I probably shouldn’t even feel pathetic for my self for this, but I hate feeling sorry for myself, so feeling pathetic seems to be the best next choice.
All of my life I have wanted to be accepted, and I believe that I am accepted by a lot of people. But I thought that was all that I wanted. Now I am starting to realize, I want to be more than just accepted into someone’s life. I want to make an impact, I want them to feel that I am someone that is unlike any other friend they have. I want to feel irreplaceable. Not necessarily be better than anyone, just someone that sticks out in your mind, and makes you think “Hmm, I wonder what they are doing.” I feel like that for so many people, they could just as easily replace me. I don’t feel like one of a kind, no matter how hard I try. I sit and think about all the people who have made such a lasting impression on me, and I wonder if I have done the time to them. I think highly of so many people, and I just wonder if they think the same of me.
I don’t know where any of this is coming from. Well, actually I do, but I guess this thing is too public for that much information. Not that anyone ever actually reads this.
Second..
by Josh Newsome on Nov.14, 2007, under Random
I am always second, when will I ever be first?
Yeah, not really for elaborating right now.
Brrr
by Josh Newsome on Oct.12, 2007, under Random
It is getting kind of cold now. I guess it would be time for me to turn off my ceiling fan. But I am kind of excited that it is getting cooler. I just now need to go and find all my long sleeve shirts and such. Uh oh, I think it is time to go SHOPPING!
So lately I have been going a lot of schooling. But now, I feel as if I can stop.. and take a breather.
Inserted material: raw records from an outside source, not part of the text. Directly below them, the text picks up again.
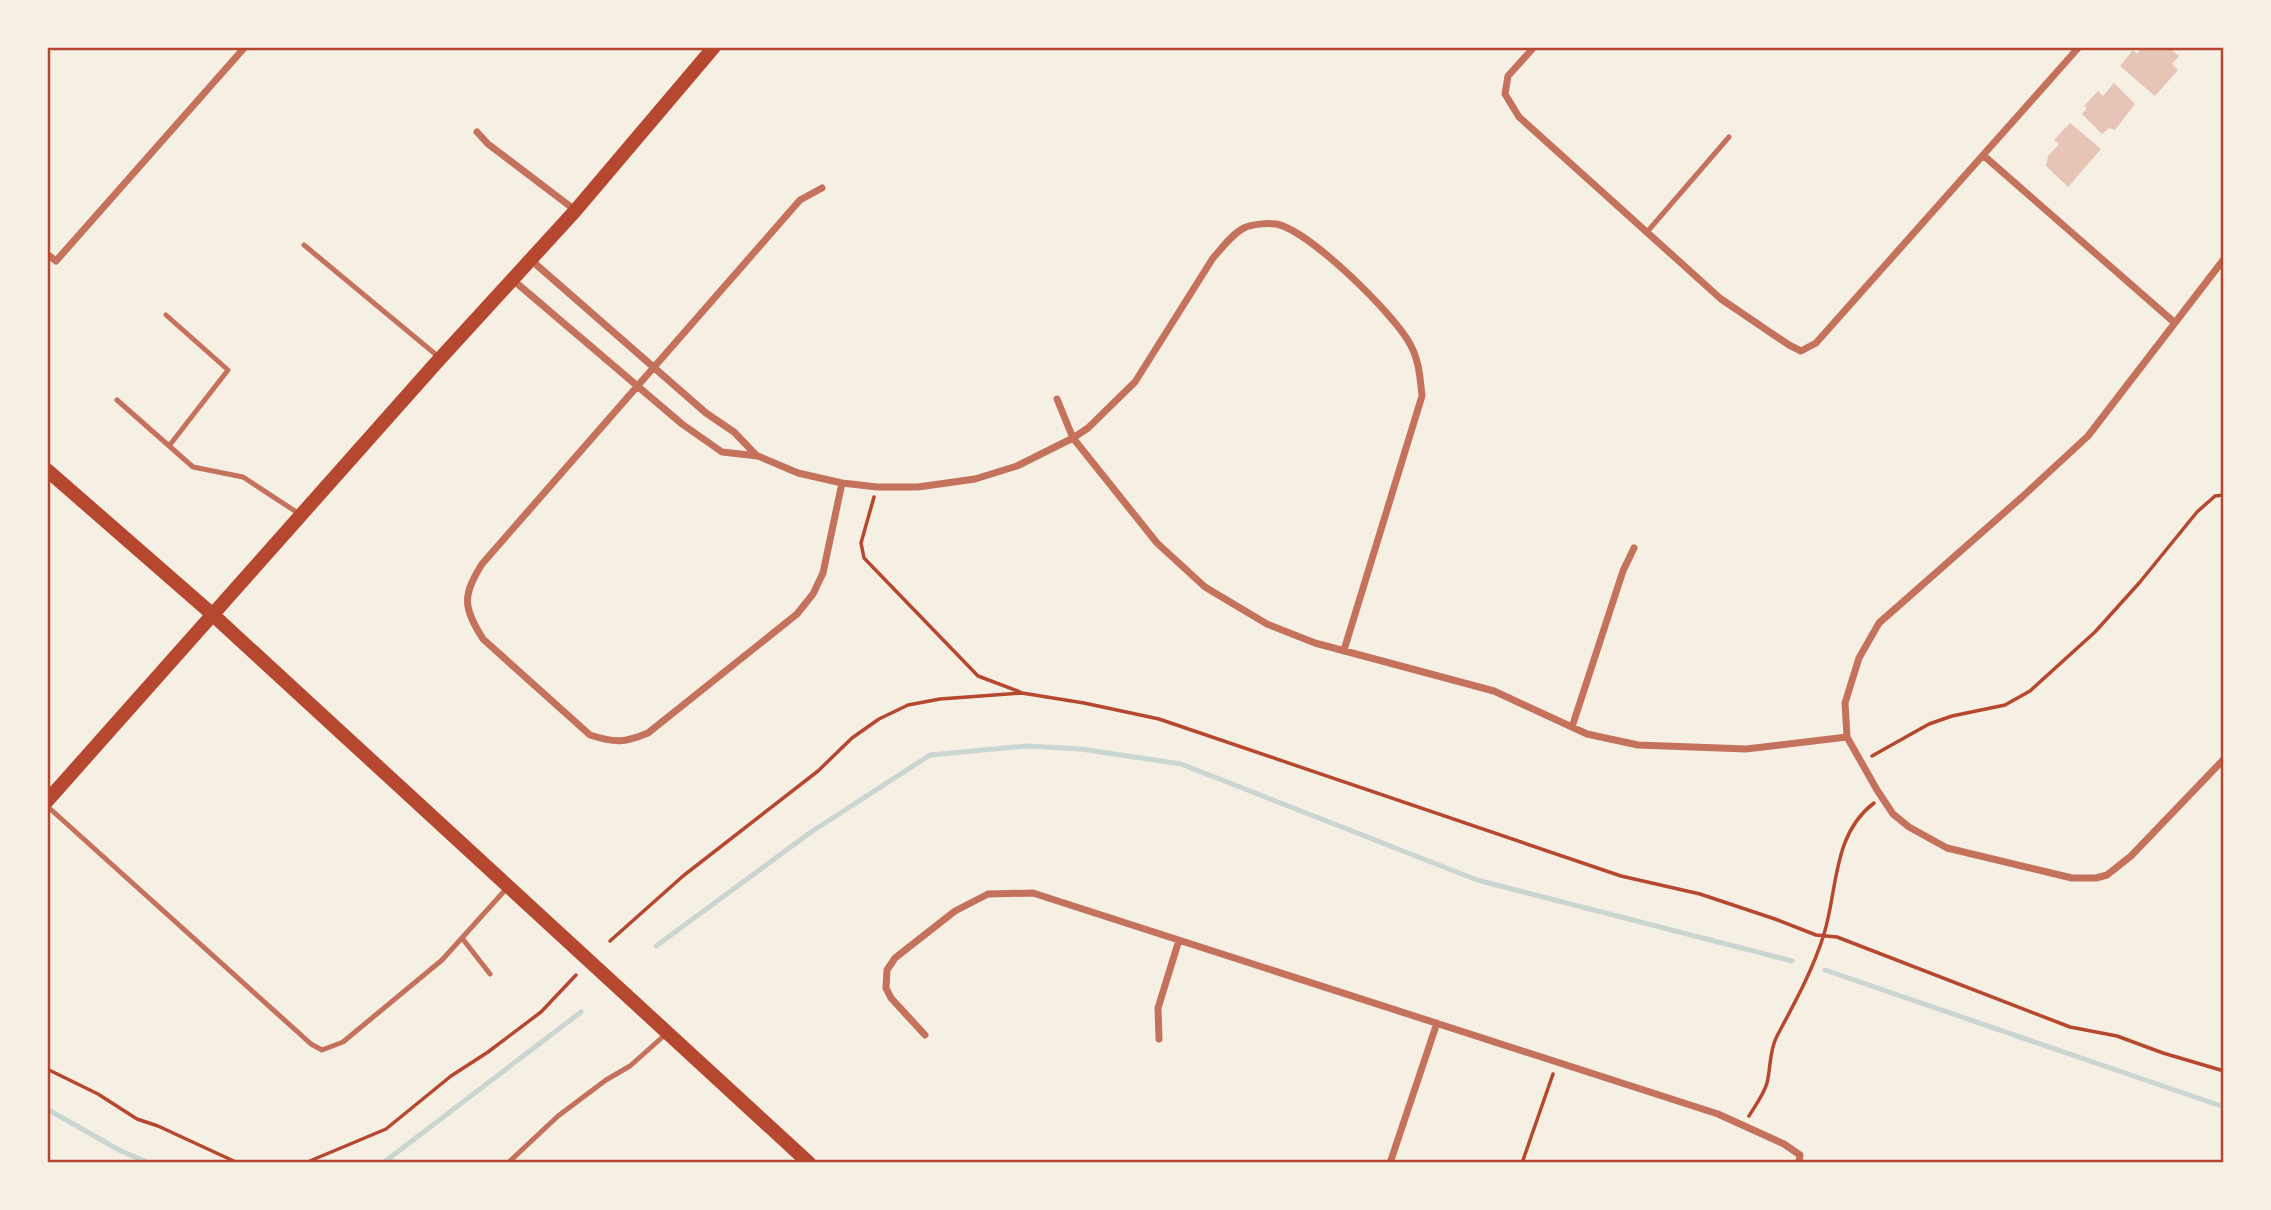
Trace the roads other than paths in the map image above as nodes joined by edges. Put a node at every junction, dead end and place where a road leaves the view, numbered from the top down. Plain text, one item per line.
1 (245, 47) edge
2 (714, 47) edge
3 (1534, 47) edge
4 (2079, 47) edge
5 (477, 132) dead end
6 (1729, 137) dead end
7 (1983, 155) junction
8 (822, 188) dead end
9 (575, 211) junction
10 (1647, 232) junction
11 (304, 245) dead end
12 (47, 254) edge
13 (2224, 259) edge
14 (531, 260) junction
15 (513, 280) junction
16 (166, 316) dead end
17 (2175, 323) junction
18 (440, 358) junction
19 (654, 368) junction
20 (638, 387) junction
21 (1057, 399) dead end
22 (117, 400) dead end
23 (1073, 438) junction
24 (169, 446) junction
25 (758, 456) junction
26 (47, 470) edge
27 (842, 483) junction
28 (301, 515) junction
29 (1634, 548) dead end
30 (212, 614) junction
31 (1344, 650) junction
32 (1572, 727) junction
33 (1847, 737) junction
34 (2224, 759) edge
35 (47, 803) edge
36 (508, 887) junction
37 (462, 938) junction
38 (1179, 940) junction
39 (489, 974) dead end
40 (1437, 1023) junction
41 (669, 1032) junction
42 (925, 1035) dead end
43 (1159, 1039) dead end
44 (508, 1163) edge
45 (809, 1163) edge
46 (1390, 1163) edge
47 (1799, 1163) edge

1 - 12 street
2 - 9 main road
3 - 10 street
4 - 7 street
5 - 9 street
6 - 10 lane
7 - 10 street
7 - 17 street
8 - 19 street
9 - 14 main road
11 - 18 lane
13 - 17 street
14 - 15 main road
14 - 19 street
15 - 18 main road
15 - 20 street
16 - 24 lane
17 - 33 street
18 - 28 main road
19 - 20 street
19 - 25 street
20 - 25 street
20 - 27 street
21 - 23 street
22 - 24 lane
23 - 27 street
23 - 31 street
23 - 31 street
24 - 28 lane
25 - 27 street
26 - 30 main road
28 - 30 main road
29 - 32 street
30 - 35 main road
30 - 36 main road
31 - 32 street
32 - 33 street
33 - 34 street
35 - 37 lane
36 - 37 lane
36 - 41 main road
37 - 39 lane
38 - 40 street
38 - 42 street
38 - 43 street
40 - 46 street
40 - 47 street
41 - 44 lane
41 - 45 main road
Today (Friday) I have NO classes at all. I am so loving it. Monday, I will only have ONE class. That class doesn’t start until 5:30. This weekend I have to do a little working, Saturday 5 to 10, and Sunday 12 to 5. Not so bad, and I am a cashier those two days. That means no bathroom duty, and no milk or egg stocking. Hopefully no buggy pushing. Although, Tuesday I am a Service Clerk, but I really don’t mind it that much I don’t guess.
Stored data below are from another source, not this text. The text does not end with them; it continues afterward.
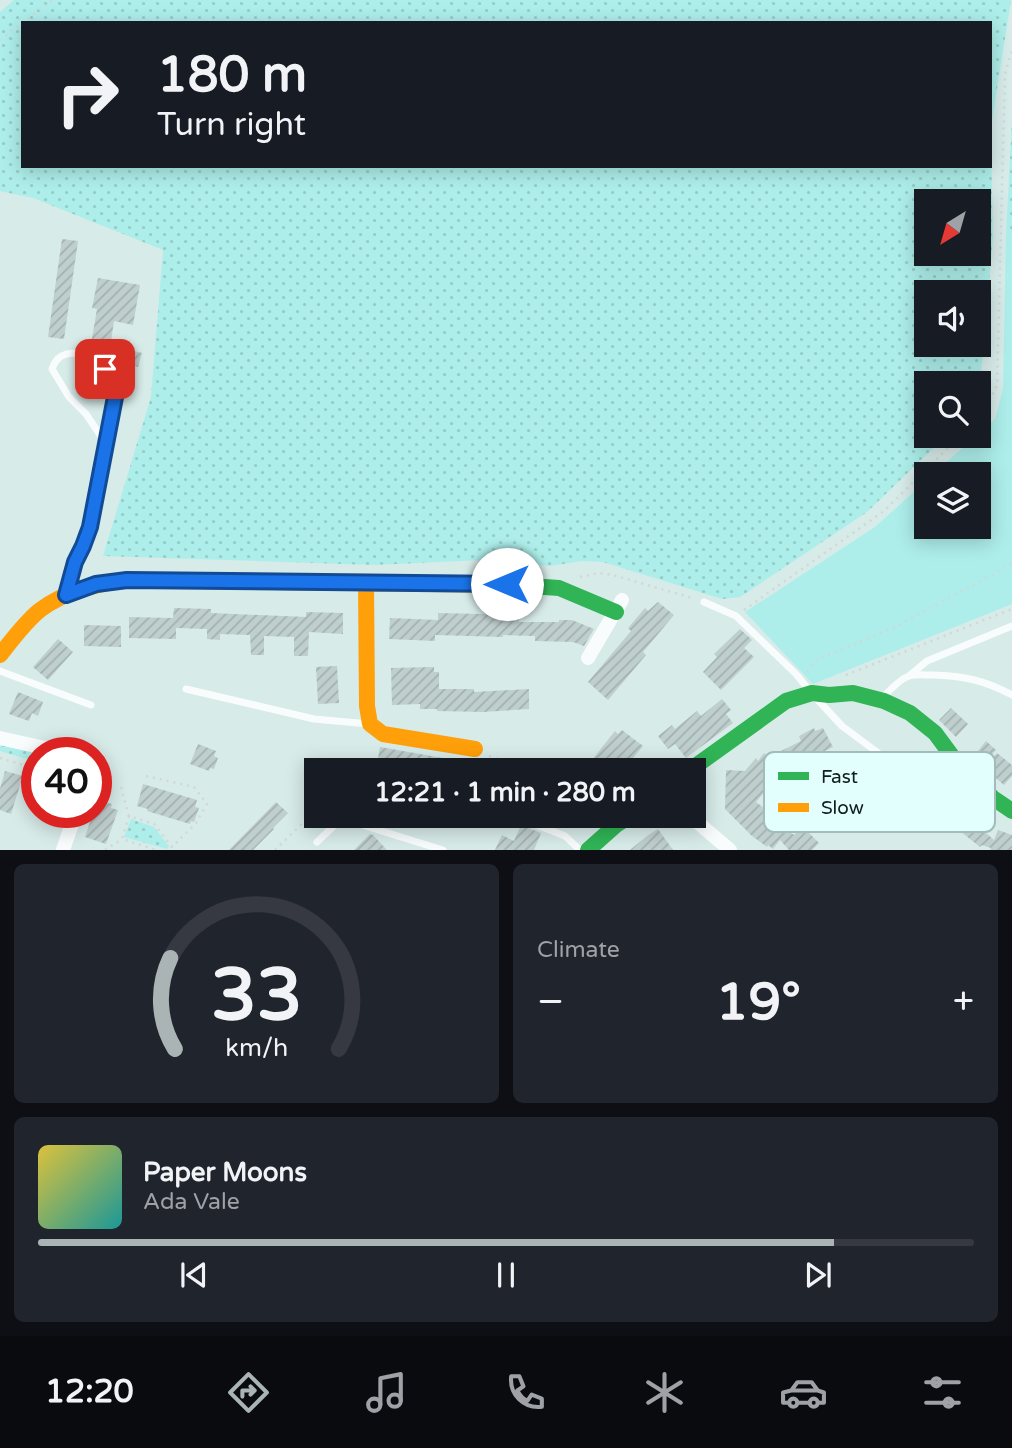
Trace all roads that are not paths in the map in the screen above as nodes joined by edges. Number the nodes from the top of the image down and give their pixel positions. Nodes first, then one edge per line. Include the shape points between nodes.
1 (106, 444) junction
2 (366, 583) junction
3 (66, 595) junction
4 (704, 602) road end
5 (619, 606) joint
6 (1012, 626) edge
7 (0, 655) edge
8 (588, 658) dead end
9 (0, 671) edge
10 (908, 676) junction
11 (186, 689) dead end
12 (812, 693) junction
13 (1012, 695) edge
14 (880, 700) junction
15 (91, 705) dead end
16 (370, 724) junction
17 (0, 738) edge
18 (21, 743) edge
19 (475, 749) road end
20 (877, 752) edge
21 (949, 752) edge
22 (706, 758) edge
23 (995, 799) edge
24 (1012, 811) edge
25 (70, 828) edge
26 (545, 828) edge
27 (612, 828) edge
28 (705, 828) edge
29 (317, 842) dead end
30 (63, 849) edge
31 (443, 849) edge
32 (580, 849) edge
33 (588, 849) edge
34 (730, 849) edge

1 - 1 lane via 116,392 111,378 95,362 62,354 52,369
1 - 3 lane via 90,527
2 - 3 street via 127,580 96,584
2 - 5 street via 559,588
2 - 16 street
3 - 7 street via 40,610
4 - 12 lane via 736,616
5 - 8 street
6 - 10 lane via 927,661
9 - 15 lane
10 - 13 lane via 973,679
10 - 14 lane
11 - 16 lane via 314,719
12 - 14 street
12 - 20 lane via 842,726
12 - 22 street via 786,701
14 - 21 street via 910,713
16 - 19 street via 383,734
17 - 18 street
23 - 24 street
25 - 30 street
26 - 32 lane via 565,836
27 - 33 street
28 - 34 street
29 - 31 lane via 340,820 346,820

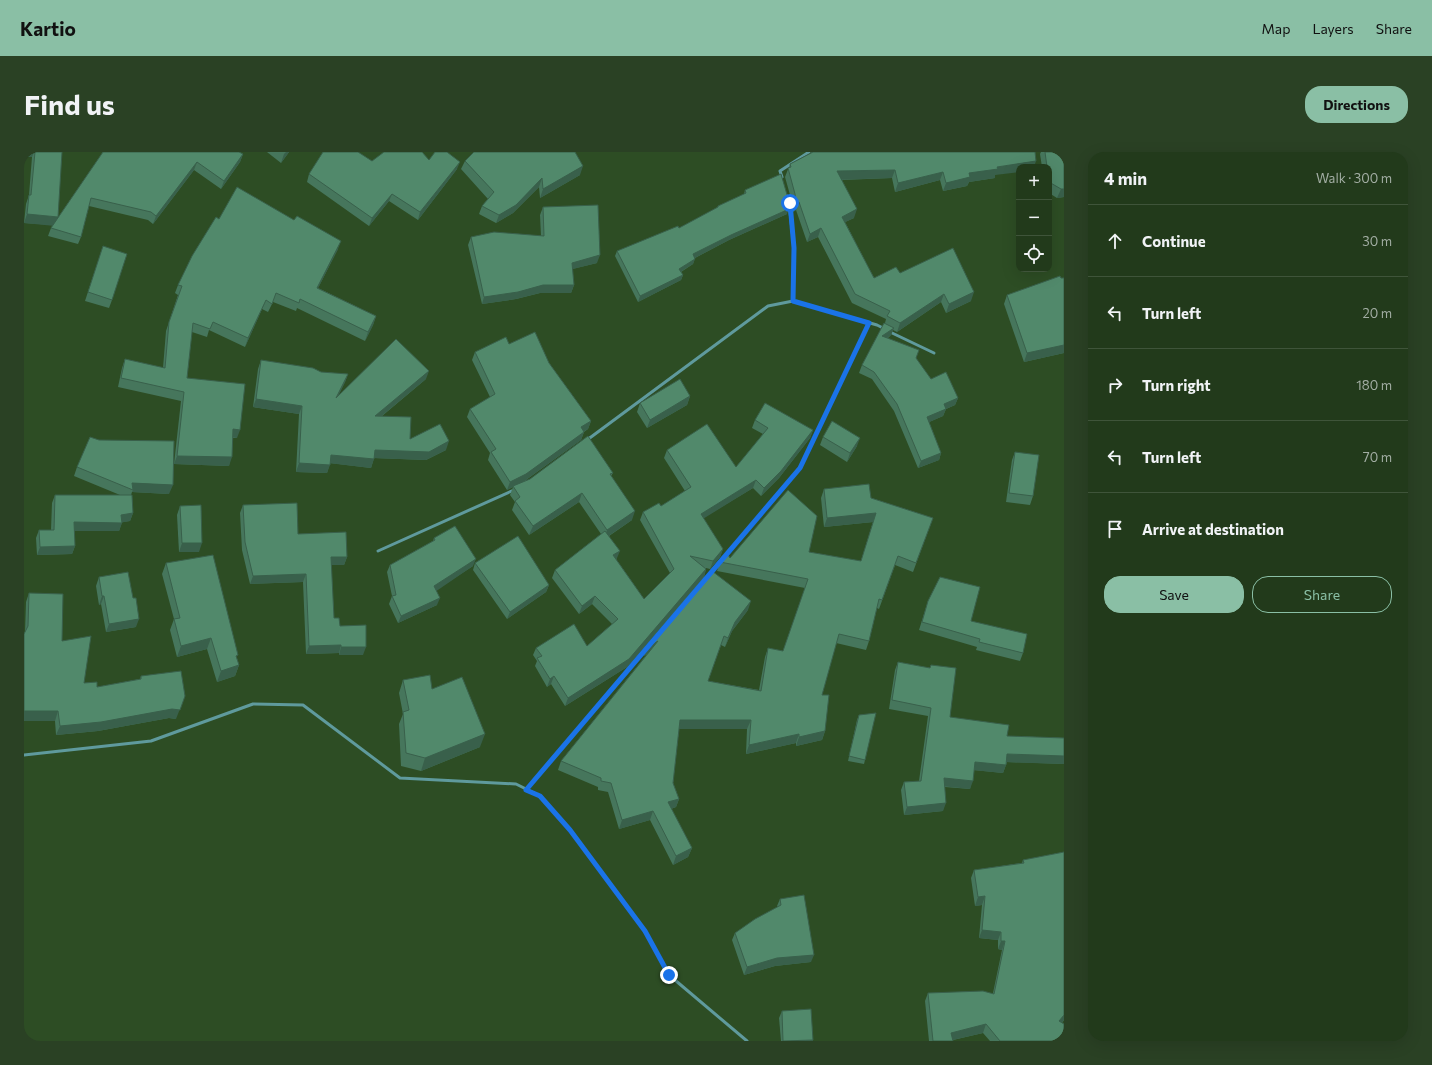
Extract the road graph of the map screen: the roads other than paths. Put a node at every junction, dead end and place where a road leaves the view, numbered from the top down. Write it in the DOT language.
graph roads {
  1 [pos="809,152"];
  2 [pos="784,184"];
  3 [pos="786,190"];
  4 [pos="793,301"];
  5 [pos="869,323"];
  6 [pos="934,353"];
  7 [pos="583,443"];
  8 [pos="518,488"];
  9 [pos="378,552"];
  10 [pos="707,577"];
  11 [pos="697,589"];
  12 [pos="24,755"];
  13 [pos="526,790"];
  14 [pos="747,1041"];
  1 -- 2 [label="lane"];
  3 -- 4 [label="lane"];
  4 -- 5 [label="lane"];
  4 -- 7 [label="lane"];
  5 -- 6 [label="lane"];
  5 -- 10 [label="lane"];
  8 -- 9 [label="lane"];
  11 -- 13 [label="lane"];
  12 -- 13 [label="lane"];
  13 -- 14 [label="lane"];
}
So lately I have been hanging out with my a girl that I kind of knew in high school, but we were never really friends. Her name is Lindsey. I ask myself, “And WHY weren’t we friends?” She is awesome. A great friend really. I have been hanging out with her a lot lately. We are both wanting to make a funny video, and since on my computer I have iMovie, which is an AWESOME video editing program, I am excited to get started on it. (Oh, dear. I wish my dog could go turn off my fan, I am shivering over here.)
Speaking of my dogs, they are flea infested. We have bathed, and brushed and all that with them. We just can’t get rid of them. Unfortunately, I love these dogs so much, I can’t tell them they can’t sleep with me in my room. Therefore, I am flea bitten also. I figure, that if they have to suffer, I should suffer too. But we have order them some good flea solution, and hopefully that will get rid of it all. Also, we have to powder to put on the carpet that will hopefully kill all the fleas.
Ohh.. before I end this. My birthday is coming up!! I am really excited. Yet, I have NO idea what I want to do. I am kind of sad because it doesn’t seem as if my friends have anything planned for me, so it will have to be up to me to make any type of decision as to what I am going to do. Last year I went to Olive Garden. It was nice. I had fun. There wasn’t a HUGE turnout, but I had a nice bit of friends to come and eat with me. So I guess I still have about 2 weeks to figure it out.